With a continuous fall in production from D6 block for the last seven quarters, the worry is gathering momentum as the entire energy economics of the country is going awry. Power, fertiliser, steel plants and other industrial users who have built up a business case on cheaper availability of feedstock are running at sub-optimal capacity or have had to close operations.
But such low estimates from BP can have cascading implications. “We model in a KG-D6 future production profile at a constant annual production decline rate of 26 per cent, estimating 1.4 tcf reserve will be recoverable until fiscal 2020. At the end of fiscal 2012 and 13, theoretical production should be 26 mscmd and 20 mscmd,” Dixit and Shah had said in their note.
In simpler words: BP’s figures could mean the proven life of the D6 field would not be more than eight years (until fiscal 2020) if additional redevelopment capex is not set aside to upgrade other probable reserves to 1P reserves!
The other big question is, why are BP and Niko’s estimates turning out to be so different when both follow the same kind of classifications?
Ask this question and BP and Niko officials flatly refuse to make any comments. “Niko is governed by the North American laws.
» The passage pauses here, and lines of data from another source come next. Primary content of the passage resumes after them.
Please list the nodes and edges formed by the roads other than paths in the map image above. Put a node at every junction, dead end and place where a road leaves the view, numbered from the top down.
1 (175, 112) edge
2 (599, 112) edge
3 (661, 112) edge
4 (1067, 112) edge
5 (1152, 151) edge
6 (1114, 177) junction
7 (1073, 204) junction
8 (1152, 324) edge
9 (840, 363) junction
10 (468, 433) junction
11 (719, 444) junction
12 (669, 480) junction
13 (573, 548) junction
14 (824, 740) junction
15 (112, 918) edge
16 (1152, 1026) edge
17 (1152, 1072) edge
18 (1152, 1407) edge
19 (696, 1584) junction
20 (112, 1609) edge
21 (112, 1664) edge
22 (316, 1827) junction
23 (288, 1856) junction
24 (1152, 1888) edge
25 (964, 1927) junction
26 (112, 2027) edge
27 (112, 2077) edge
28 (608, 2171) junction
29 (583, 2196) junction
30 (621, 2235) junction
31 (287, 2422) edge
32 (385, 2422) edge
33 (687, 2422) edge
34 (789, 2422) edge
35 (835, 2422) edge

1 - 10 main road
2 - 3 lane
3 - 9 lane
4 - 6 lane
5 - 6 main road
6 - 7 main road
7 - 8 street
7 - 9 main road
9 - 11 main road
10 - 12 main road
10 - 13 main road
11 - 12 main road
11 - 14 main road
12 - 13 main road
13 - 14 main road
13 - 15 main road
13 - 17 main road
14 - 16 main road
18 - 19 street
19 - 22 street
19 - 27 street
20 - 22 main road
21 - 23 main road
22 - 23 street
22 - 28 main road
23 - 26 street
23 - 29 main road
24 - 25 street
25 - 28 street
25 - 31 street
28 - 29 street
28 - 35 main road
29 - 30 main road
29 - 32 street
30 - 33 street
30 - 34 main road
It has to get its reserves verified by an independent third party. It cannot disclose the details otherwise," said an industry source, tracking, Niko Resources.
Dixit and Shah, in their note, gave three possible explanations.
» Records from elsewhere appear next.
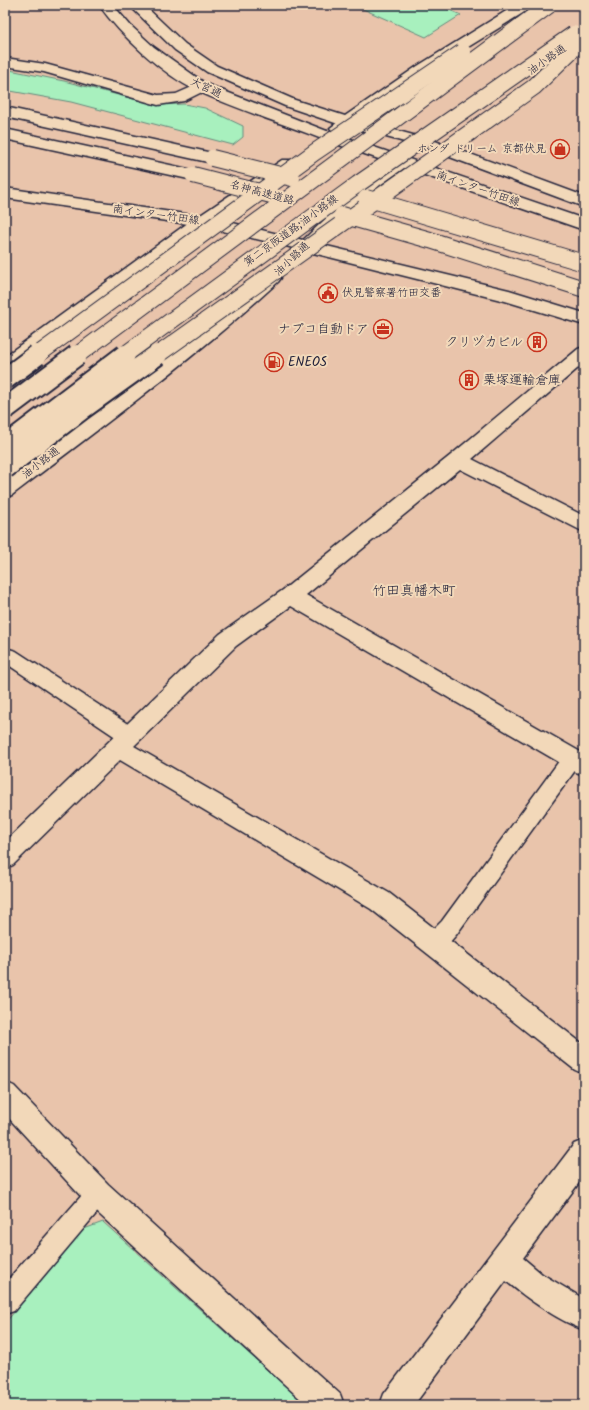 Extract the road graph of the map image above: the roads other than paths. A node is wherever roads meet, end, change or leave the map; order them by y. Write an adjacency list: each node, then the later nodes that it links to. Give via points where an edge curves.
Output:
1 (106, 5): 10 (main road, 大宮通, via 126,29 150,51)
2 (136, 5): 12 (main road, 大宮通, via 180,47 212,69 290,103)
3 (526, 5): 12 (main road, via 421,70)
4 (542, 5): 29 (main road, bridge, via 447,61 315,152)
5 (549, 5): 30 (main road, bridge)
6 (584, 27): 31 (main road, 第二京阪道路;油小路線, bridge, via 283,236)
7 (584, 34): 16 (main road, 油小路通)
8 (584, 38): 33 (main road, bridge, via 534,87 82,409)
9 (5, 62): 10 (main road, via 44,68 158,100 178,98)
10 (200, 87): 14 (main road, 大宮通)
11 (5, 112): 24 (main road, 名神高速道路, bridge, via 212,158 331,188)
12 (347, 122): 14 (main road); 16 (main road, 南インター竹田線)
13 (5, 134): 17 (main road, 名神高速道路)
14 (327, 136): 18 (main road, 南インター竹田線); 21 (main road)
15 (5, 140): 17 (main road)
16 (428, 144): 18 (main road, 油小路通); 20 (main road, 南インター竹田線)
17 (98, 153): 25 (main road, 名神高速道路, bridge, via 313,206)
18 (402, 163): 22 (main road, 南インター竹田線); 23 (main road, 油小路通, via 374,182)
19 (5, 193): 21 (main road, 南インター竹田線)
20 (584, 202)
21 (202, 221): 23 (main road, 南インター竹田線); 28 (main road)
22 (584, 225)
23 (306, 246): 26 (main road, 南インター竹田線, via 510,296); 34 (main road, 油小路通, via 236,312)
24 (584, 263)
25 (584, 288)
26 (584, 320)
27 (584, 353): 32 (main road)
28 (5, 365)
29 (5, 379)
30 (5, 410)
31 (5, 446)
32 (458, 460): 35 (main road); 36 (main road)
33 (5, 468)
34 (5, 490)
35 (584, 526)
36 (290, 596): 38 (main road, via 228,640); 39 (main road)
37 (5, 660): 38 (lane, via 9,656)
38 (124, 742): 40 (main road); 41 (main road, via 380,901)
39 (578, 762): 41 (lane)
40 (5, 858)
41 (434, 944): 42 (main road)
42 (584, 1061)
43 (5, 1095): 45 (main road)
44 (584, 1154): 46 (main road)
45 (98, 1194): 47 (lane); 49 (main road)
46 (504, 1261): 48 (main road, via 532,1284); 50 (main road)
47 (5, 1302)
48 (584, 1316)
49 (329, 1405)
50 (395, 1405) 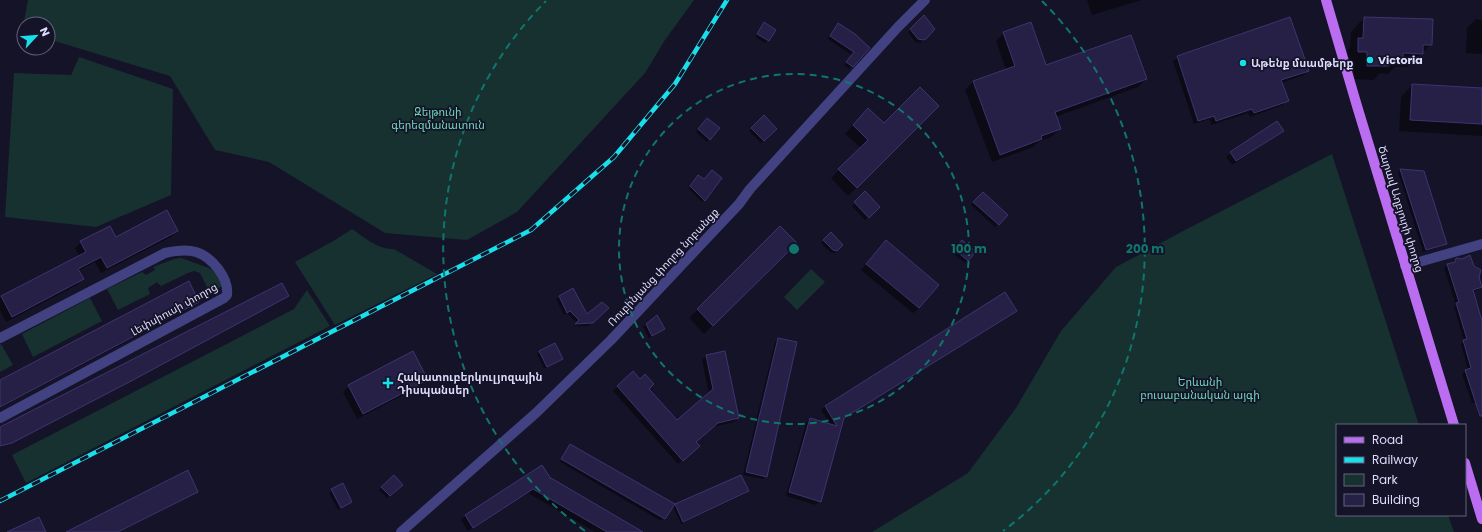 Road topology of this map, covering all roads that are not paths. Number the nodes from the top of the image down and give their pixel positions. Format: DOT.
graph roads {
  1 [pos="925,0"];
  2 [pos="1326,0"];
  3 [pos="1482,244"];
  4 [pos="1406,266"];
  5 [pos="0,338"];
  6 [pos="0,418"];
  7 [pos="1454,424"];
  8 [pos="1466,466"];
  9 [pos="1482,519"];
  10 [pos="401,532"];
  1 -- 10 [label="street, Ռուբինյանց փողոց նրբանցք"];
  2 -- 4 [label="main road, Ծարավ Աղբյուրի փողոց"];
  3 -- 4 [label="street"];
  4 -- 7 [label="main road, Ծարավ Աղբյուրի փողոց"];
  5 -- 6 [label="street, Լեփսիուսի փողոց"];
  8 -- 9 [label="main road"];
}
* Non-availability of 2.8 tcf underdeveloped 1P reserves in Niko due to reasonable future gas prices used by BP at $4.1/million cubic feet versus aggressive $10/million cubic feet used by Niko to value reserves.
* Differences in reporting dates of Niko (March 2011) and BP (December 2011), and as a result, BP have not accounted for April-December 2011 KG-D6 production of 0.4 tcf.
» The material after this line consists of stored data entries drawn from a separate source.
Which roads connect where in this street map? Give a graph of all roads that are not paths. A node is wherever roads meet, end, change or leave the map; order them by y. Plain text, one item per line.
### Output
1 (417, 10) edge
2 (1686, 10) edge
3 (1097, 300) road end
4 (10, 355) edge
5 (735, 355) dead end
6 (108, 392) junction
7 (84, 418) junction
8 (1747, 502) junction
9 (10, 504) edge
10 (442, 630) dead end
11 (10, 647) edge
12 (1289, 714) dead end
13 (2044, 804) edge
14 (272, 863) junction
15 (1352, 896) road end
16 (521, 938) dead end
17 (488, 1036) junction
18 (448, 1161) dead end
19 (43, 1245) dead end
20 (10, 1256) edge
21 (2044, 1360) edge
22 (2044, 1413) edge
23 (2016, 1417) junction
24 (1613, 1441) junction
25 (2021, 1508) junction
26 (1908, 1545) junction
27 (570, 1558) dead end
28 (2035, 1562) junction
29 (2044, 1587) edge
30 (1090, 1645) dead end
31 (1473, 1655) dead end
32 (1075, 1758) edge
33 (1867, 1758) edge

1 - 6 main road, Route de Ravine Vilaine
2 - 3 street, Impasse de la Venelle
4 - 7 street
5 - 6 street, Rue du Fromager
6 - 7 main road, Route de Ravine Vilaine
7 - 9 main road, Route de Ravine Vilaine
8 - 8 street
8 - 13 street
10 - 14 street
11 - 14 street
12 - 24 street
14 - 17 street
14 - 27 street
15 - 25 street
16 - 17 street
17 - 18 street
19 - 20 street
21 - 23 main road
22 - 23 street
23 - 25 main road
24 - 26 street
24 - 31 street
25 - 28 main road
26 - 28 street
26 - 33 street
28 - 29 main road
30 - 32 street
* Remaining difference between Niko and BP can only be explained by technical parameters like lower in-place reserves recoverability estimates by BP.
The issue now clearly is not so much about the in-place reserves as it is about its recoverability. “It’s quite evident that RIL initially was very aggressive while calculating the recovery rate. In deep-water assets, often recoverable reserves estimates change drastically after two to three years. And, as the performance of the wells are declining, that’s what is happening in the KG-D6 block as well. BP is also basing its calculations on that,” explained an oil and gas industry consultant who works closely with the two companies, on condition of anonymity. “Moreover, the commercial viability is also linked to how much gas you want to recover when the price is capped at $4.2/mbtu,” he clarified.
Whatever be the final statistics, in the Q4 CY11 earnings filing, BP has already reduced the value of its Indian E&P assets on books by $785 million, which hinted at the possibility of the impact of the drop in recoverable gas estimates. The reserve conundrum continues.